Your objective: Give the data below again exactly as it stands. Omit the pictures.

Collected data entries
+ + + +
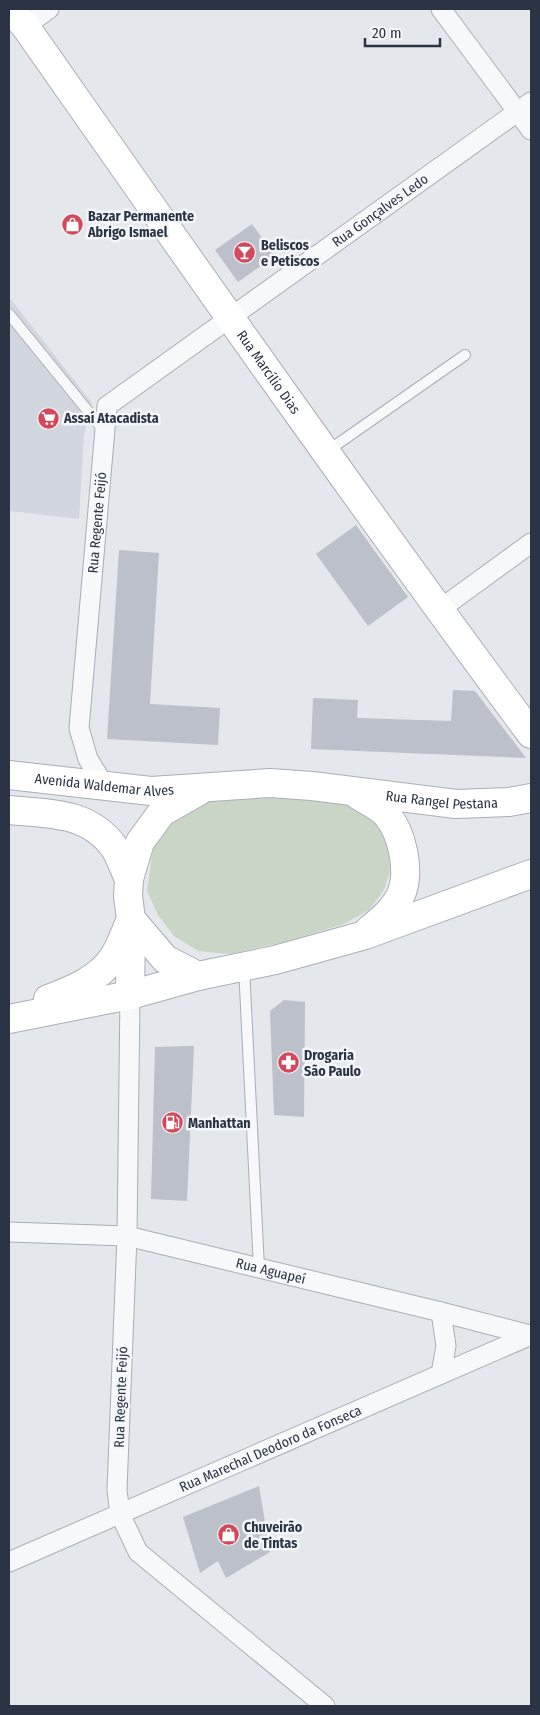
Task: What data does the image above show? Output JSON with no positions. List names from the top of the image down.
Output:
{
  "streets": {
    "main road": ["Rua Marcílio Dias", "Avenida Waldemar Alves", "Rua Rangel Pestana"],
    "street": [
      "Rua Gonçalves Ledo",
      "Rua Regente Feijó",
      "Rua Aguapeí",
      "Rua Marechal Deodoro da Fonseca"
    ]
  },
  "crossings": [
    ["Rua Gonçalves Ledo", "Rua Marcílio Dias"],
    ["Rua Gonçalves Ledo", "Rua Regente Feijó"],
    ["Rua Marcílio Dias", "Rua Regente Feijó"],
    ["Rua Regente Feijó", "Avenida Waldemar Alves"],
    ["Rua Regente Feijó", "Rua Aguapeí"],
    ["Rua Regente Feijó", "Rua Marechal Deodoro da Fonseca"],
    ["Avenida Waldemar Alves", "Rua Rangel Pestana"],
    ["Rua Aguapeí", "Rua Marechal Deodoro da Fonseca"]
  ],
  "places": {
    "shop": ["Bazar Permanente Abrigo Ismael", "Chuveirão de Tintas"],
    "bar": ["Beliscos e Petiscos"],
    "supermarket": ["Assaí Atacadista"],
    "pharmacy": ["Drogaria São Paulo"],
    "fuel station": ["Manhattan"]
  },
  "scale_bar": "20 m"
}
+ + + +
Output for this exercise:
Task: What data does the image above show? Output JSON with no positions. List names from the top of the image down.
Output:
{
  "streets": {
    "main road": ["Rua Marcílio Dias", "Avenida Waldemar Alves", "Rua Rangel Pestana"],
    "street": [
      "Rua Gonçalves Ledo",
      "Rua Regente Feijó",
      "Rua Aguapeí",
      "Rua Marechal Deodoro da Fonseca"
    ]
  },
  "crossings": [
    ["Rua Gonçalves Ledo", "Rua Marcílio Dias"],
    ["Rua Gonçalves Ledo", "Rua Regente Feijó"],
    ["Rua Marcílio Dias", "Rua Regente Feijó"],
    ["Rua Regente Feijó", "Avenida Waldemar Alves"],
    ["Rua Regente Feijó", "Rua Aguapeí"],
    ["Rua Regente Feijó", "Rua Marechal Deodoro da Fonseca"],
    ["Avenida Waldemar Alves", "Rua Rangel Pestana"],
    ["Rua Aguapeí", "Rua Marechal Deodoro da Fonseca"]
  ],
  "places": {
    "shop": ["Bazar Permanente Abrigo Ismael", "Chuveirão de Tintas"],
    "bar": ["Beliscos e Petiscos"],
    "supermarket": ["Assaí Atacadista"],
    "pharmacy": ["Drogaria São Paulo"],
    "fuel station": ["Manhattan"]
  },
  "scale_bar": "20 m"
}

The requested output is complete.